レコードやラジカセ、使い捨てカメラといった電化製品や、純喫茶の定番メニューであるナポリタンやメロンクリームソーダなどの食べ物など、ここ数年、若い世代を中心に昭和レトロブームが巻き起こっています。2021年春にリニューアルオープンした西武園ゆうえんちも、昭和の世界観が満喫できることで話題となりました。
そうしたなか、東京都内に古き良き時代の魅力が再現された世界を、ワンコイン以下で体感できるスポットがあります。

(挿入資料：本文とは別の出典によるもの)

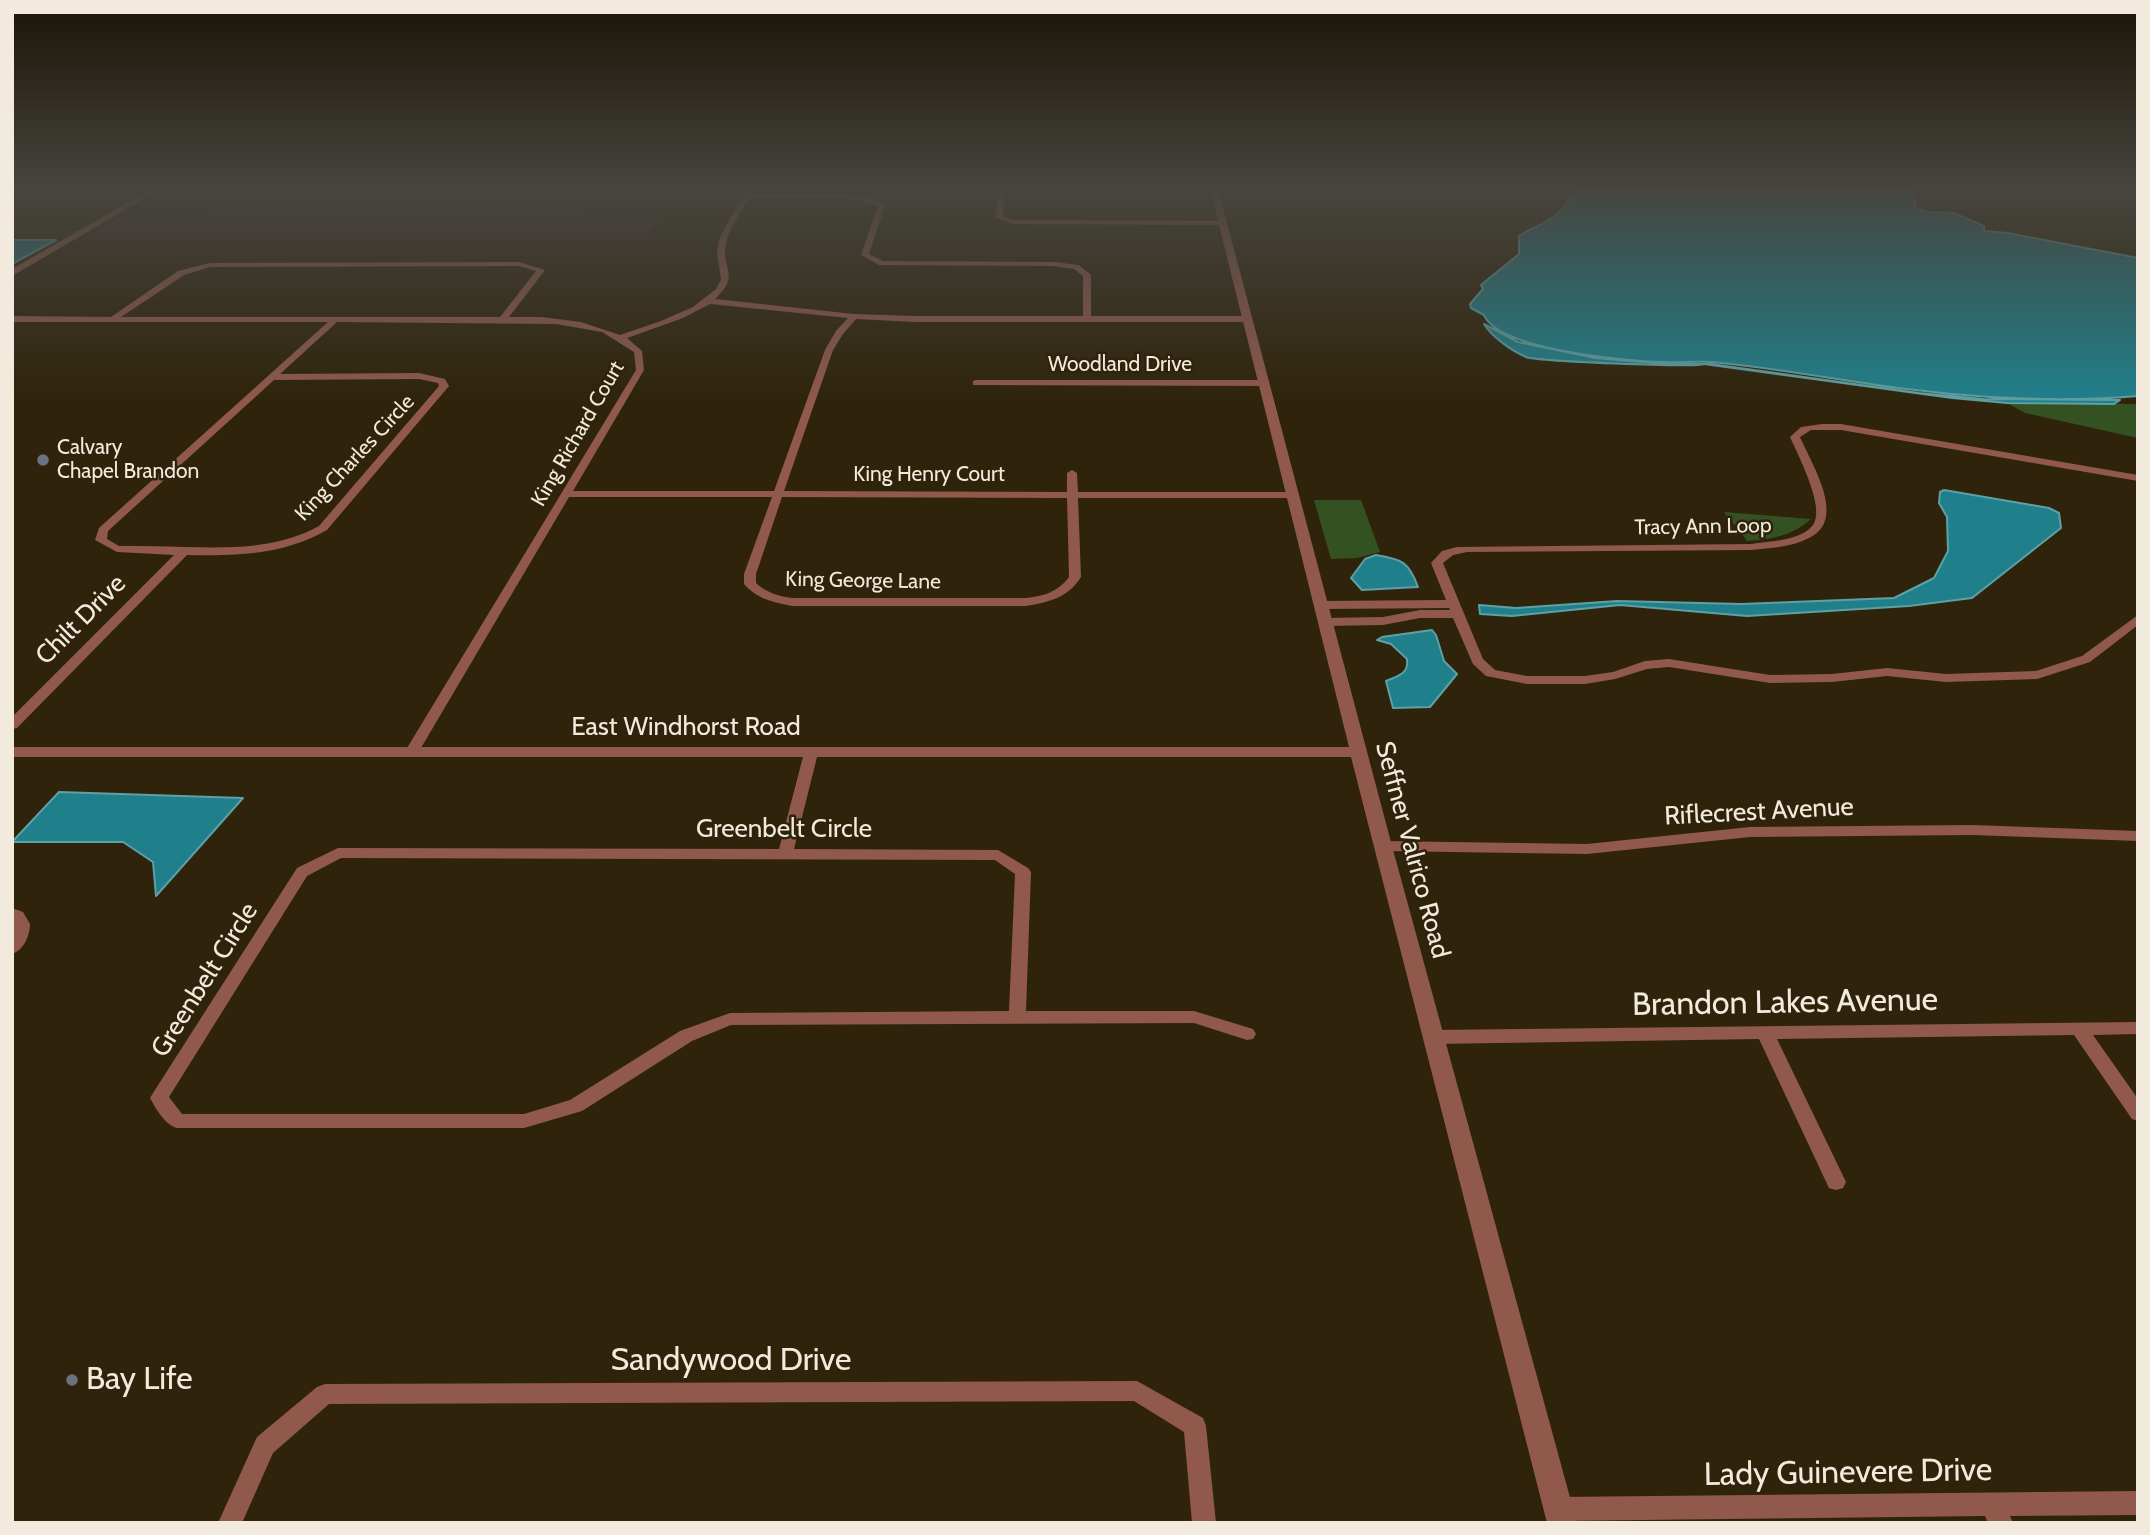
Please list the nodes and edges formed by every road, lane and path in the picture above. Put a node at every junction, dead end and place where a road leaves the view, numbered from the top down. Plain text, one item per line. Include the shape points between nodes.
1 (33, 261) edge
2 (722, 261) edge
3 (877, 261) edge
4 (1232, 261) edge
5 (12, 273) edge
6 (708, 301) junction
7 (854, 316) junction
8 (12, 319) edge
9 (113, 319) junction
10 (336, 319) junction
11 (503, 319) junction
12 (1087, 319) junction
13 (1247, 319) junction
14 (622, 337) junction
15 (272, 377) junction
16 (976, 383) dead end
17 (1264, 383) junction
18 (1072, 473) dead end
19 (2138, 478) edge
20 (567, 494) junction
21 (777, 495) junction
22 (1073, 495) junction
23 (1292, 495) junction
24 (185, 550) junction
25 (1383, 604) junction
26 (1456, 609) junction
27 (1323, 613) junction
28 (2138, 619) edge
29 (1389, 620) junction
30 (12, 724) edge
31 (12, 752) edge
32 (411, 752) junction
33 (1359, 752) junction
34 (811, 753) junction
35 (2138, 836) edge
36 (1383, 846) junction
37 (786, 852) junction
38 (12, 914) edge
39 (12, 948) edge
40 (1017, 1017) junction
41 (2138, 1028) edge
42 (2079, 1029) junction
43 (1765, 1033) junction
44 (1247, 1034) dead end
45 (1433, 1037) junction
46 (2138, 1114) edge
47 (1836, 1182) dead end
48 (2138, 1503) edge
49 (1997, 1514) edge
50 (1560, 1516) edge
51 (230, 1523) edge
52 (1204, 1523) edge

1 - 5 street
2 - 6 street via 726,278
3 - 12 street via 1076,267 1087,275
4 - 13 street, Seffner Valrico Road
6 - 7 street
6 - 14 street
7 - 12 street
7 - 21 street, King George Lane via 829,350
8 - 9 street, King Richard Court
9 - 10 street, King Richard Court
9 - 11 street via 181,273 211,265 519,264 541,270
10 - 11 street, King Richard Court
10 - 15 street, King Charles Circle
11 - 14 street, King Richard Court via 572,323
12 - 13 street
13 - 17 street, Seffner Valrico Road
14 - 20 street, King Richard Court via 638,351 640,370
15 - 24 street, King Charles Circle via 100,536 117,549
15 - 24 street, King Charles Circle via 419,376 442,381 444,386 313,536 263,549
16 - 17 street, Woodland Drive
17 - 23 street, Seffner Valrico Road
18 - 22 street, King George Lane
19 - 26 street, Tracy Ann Loop via 1841,428 1810,427 1795,437 1824,508 1824,521 1802,539 1751,547 1448,552 1437,564
20 - 21 street, King Henry Court
20 - 32 street, King Richard Court
21 - 22 street, King Henry Court
21 - 22 street, King George Lane via 750,584 769,598 792,602 1026,602 1059,595 1075,577
22 - 23 street, King Henry Court
23 - 27 street, Seffner Valrico Road
24 - 30 street, Chilt Drive
25 - 26 street
25 - 27 street
25 - 29 street
26 - 28 street, Tracy Ann Loop via 1477,661 1491,673 1527,680 1586,680 1670,663 1770,679 1887,672 1946,678 2037,675 2086,659
26 - 29 street
27 - 29 street
27 - 33 street, Seffner Valrico Road
31 - 32 street, East Windhorst Road
32 - 34 street, East Windhorst Road
33 - 34 street, East Windhorst Road
33 - 36 street, Seffner Valrico Road
34 - 37 street
35 - 36 street, Riflecrest Avenue via 1973,830 1750,832 1587,849
36 - 45 street, Seffner Valrico Road
37 - 40 street, Greenbelt Circle via 998,855 1023,872
37 - 40 street, Greenbelt Circle via 338,853 302,872 159,1098 177,1121 524,1121 576,1105 686,1036 730,1019
38 - 39 street via 23,922 23,930
40 - 44 street, Greenbelt Circle via 1194,1017
41 - 42 street, Brandon Lakes Avenue
42 - 43 street, Brandon Lakes Avenue
42 - 46 street
43 - 45 street, Brandon Lakes Avenue
43 - 47 street
45 - 50 street, Seffner Valrico Road
48 - 49 street, Lady Guinevere Drive
49 - 50 street, Lady Guinevere Drive
51 - 52 street, Sandywood Drive via 265,1445 325,1394 1123,1391 1137,1391 1195,1426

住宅ライター歴およそ20年、レトロな建物好きの筆者が家づくりのヒントにした「江戸東京たてもの園」を紹介します。
いざ、江戸東京たてもの園へ!
小金井公園内のたてもの園には、ビジターセンター(旧光華殿)から入ります(筆者撮影)
JR中央線で新宿駅から約30分、武蔵小金井駅(小金井市)が最寄りの「江戸東京たてもの園」は、東京都墨田区に1993年開館した「江戸東京博物館」(現在は大規模改修工事実施のため休館中)の分館として同時に、都立小金井公園内に開園しました。東京都内に現存した歴史的建造物を移築・復元して公開する「野外博物館」です。現地でそのまま保存することが難しかった文化的価値が高い建造物を保存しながら展示することにより、貴重な文化遺産を次代に継承することを目指しているとのこと。園内には現在、江戸時代前期から昭和中期まで存在した30の建築物が点在し、街並みを形成しています。
前川國男邸
前川國男邸の外観は、和の趣が強い印象(筆者撮影)
室内は和の要素を感じさせつつもモダンな空間。開口部は上部にガラス窓、下部に障子を入れています(筆者撮影)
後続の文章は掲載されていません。